# Exercise data
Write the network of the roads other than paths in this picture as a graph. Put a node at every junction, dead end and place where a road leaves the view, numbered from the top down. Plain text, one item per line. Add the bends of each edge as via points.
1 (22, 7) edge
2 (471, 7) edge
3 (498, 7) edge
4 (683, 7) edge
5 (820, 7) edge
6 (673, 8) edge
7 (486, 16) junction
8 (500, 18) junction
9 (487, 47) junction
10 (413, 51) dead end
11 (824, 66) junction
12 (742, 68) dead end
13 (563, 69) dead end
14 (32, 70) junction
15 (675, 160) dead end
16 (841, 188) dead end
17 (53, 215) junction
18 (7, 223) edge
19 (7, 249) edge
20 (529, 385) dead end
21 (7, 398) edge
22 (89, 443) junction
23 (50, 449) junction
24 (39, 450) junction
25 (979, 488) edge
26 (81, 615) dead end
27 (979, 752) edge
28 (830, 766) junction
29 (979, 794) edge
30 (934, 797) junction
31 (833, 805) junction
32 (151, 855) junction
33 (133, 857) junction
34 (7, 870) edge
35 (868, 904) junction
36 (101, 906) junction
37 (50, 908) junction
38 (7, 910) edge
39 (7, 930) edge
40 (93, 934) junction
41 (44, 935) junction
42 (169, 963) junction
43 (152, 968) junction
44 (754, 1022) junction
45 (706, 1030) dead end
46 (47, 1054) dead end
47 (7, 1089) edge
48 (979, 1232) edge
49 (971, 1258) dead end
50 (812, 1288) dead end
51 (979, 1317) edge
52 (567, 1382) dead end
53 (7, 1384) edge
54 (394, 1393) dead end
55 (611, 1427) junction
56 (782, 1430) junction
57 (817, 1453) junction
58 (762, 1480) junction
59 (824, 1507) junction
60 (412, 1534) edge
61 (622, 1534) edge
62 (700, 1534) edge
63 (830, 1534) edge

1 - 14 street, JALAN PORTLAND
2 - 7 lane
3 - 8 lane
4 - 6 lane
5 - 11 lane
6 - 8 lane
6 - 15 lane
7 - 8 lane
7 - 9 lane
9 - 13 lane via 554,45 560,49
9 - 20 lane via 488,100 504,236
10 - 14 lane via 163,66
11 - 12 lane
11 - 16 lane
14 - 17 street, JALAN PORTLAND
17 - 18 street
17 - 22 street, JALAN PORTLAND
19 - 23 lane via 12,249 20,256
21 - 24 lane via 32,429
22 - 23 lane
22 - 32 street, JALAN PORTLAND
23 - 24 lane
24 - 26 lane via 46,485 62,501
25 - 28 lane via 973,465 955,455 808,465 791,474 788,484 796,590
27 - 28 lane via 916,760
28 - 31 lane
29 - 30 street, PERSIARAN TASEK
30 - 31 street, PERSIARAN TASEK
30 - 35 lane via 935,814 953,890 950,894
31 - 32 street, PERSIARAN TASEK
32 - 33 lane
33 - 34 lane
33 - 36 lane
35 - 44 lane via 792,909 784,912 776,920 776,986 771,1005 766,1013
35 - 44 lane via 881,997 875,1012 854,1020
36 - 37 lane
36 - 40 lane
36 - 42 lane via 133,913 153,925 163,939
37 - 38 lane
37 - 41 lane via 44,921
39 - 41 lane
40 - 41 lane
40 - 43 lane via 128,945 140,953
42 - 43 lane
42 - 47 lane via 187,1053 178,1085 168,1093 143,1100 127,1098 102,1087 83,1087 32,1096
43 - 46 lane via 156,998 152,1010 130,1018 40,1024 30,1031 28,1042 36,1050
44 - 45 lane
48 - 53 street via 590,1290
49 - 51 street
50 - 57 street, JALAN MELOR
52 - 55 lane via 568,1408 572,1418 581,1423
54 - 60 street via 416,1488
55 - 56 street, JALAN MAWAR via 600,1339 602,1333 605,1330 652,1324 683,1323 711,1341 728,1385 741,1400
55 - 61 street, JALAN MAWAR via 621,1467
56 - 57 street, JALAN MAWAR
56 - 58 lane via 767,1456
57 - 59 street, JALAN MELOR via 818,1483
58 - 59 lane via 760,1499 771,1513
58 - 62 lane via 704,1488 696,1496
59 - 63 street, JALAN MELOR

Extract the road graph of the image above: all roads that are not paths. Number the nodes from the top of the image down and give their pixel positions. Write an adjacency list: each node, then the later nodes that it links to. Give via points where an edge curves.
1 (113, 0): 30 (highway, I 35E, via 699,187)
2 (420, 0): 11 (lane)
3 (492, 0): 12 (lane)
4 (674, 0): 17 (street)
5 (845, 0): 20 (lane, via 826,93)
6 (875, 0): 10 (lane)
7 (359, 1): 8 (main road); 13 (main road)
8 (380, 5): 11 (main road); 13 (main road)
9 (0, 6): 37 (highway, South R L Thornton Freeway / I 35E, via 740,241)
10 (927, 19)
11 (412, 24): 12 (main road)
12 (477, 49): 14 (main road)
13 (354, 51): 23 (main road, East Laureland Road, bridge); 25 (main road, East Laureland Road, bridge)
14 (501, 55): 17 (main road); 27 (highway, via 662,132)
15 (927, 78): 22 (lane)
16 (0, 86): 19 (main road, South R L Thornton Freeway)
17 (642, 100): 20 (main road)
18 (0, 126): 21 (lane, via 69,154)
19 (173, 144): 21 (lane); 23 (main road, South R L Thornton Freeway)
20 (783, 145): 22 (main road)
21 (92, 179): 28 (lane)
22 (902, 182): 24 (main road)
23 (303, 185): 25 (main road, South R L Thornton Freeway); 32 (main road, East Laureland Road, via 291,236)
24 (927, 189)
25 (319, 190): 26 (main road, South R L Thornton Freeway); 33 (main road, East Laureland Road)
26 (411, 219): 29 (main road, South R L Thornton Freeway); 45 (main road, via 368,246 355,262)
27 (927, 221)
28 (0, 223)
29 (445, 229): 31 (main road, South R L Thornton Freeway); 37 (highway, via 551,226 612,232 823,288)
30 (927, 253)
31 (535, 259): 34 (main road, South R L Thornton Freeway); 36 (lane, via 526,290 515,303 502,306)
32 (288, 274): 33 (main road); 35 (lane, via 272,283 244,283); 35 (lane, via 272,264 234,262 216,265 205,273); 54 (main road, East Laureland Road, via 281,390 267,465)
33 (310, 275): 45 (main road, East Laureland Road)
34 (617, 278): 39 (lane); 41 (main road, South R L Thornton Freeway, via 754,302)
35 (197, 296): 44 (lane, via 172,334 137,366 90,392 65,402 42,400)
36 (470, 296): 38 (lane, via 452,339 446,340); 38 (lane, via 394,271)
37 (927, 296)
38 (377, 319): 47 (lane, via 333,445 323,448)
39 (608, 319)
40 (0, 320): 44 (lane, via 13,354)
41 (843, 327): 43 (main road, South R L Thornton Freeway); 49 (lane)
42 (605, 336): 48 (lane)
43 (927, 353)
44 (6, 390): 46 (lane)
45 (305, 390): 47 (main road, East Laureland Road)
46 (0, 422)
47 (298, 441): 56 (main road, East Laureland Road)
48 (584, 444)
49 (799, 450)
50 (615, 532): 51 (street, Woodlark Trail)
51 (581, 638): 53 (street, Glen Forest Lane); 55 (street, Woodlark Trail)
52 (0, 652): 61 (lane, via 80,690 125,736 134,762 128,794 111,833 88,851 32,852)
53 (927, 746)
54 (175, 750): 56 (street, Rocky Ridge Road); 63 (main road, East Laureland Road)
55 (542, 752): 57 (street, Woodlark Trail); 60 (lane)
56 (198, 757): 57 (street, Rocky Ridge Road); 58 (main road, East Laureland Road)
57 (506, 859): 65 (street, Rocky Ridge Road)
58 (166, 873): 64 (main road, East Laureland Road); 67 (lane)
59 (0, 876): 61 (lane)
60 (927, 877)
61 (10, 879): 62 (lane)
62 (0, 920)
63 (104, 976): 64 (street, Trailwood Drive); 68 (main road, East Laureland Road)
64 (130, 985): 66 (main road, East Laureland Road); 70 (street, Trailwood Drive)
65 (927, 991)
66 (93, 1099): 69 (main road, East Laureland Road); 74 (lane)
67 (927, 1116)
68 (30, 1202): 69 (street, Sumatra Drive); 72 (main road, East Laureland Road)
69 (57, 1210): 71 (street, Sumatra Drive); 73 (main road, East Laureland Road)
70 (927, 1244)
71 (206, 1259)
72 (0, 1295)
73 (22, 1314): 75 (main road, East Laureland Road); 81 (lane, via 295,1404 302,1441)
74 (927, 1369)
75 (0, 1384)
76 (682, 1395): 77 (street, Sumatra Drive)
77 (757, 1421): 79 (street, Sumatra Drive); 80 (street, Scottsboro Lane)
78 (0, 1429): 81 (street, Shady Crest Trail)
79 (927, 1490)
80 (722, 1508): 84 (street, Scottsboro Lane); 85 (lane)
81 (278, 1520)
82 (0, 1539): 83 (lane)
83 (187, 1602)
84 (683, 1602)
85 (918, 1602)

# Task details
Search the entries for the word "roads", then copy every line in which it is found.

# Response box
Write the network of the roads other than paths in this picture as a graph. Put a node at every junction, dead end and place where a road leaves the view, numbered from the top down. Plain text, one item per line. Add the bends of each edge as via points.
Extract the road graph of the image above: all roads that are not paths. Number the nodes from the top of the image down and give their pixel positions. Write an adjacency list: each node, then the later nodes that it links to. Give via points where an edge curves.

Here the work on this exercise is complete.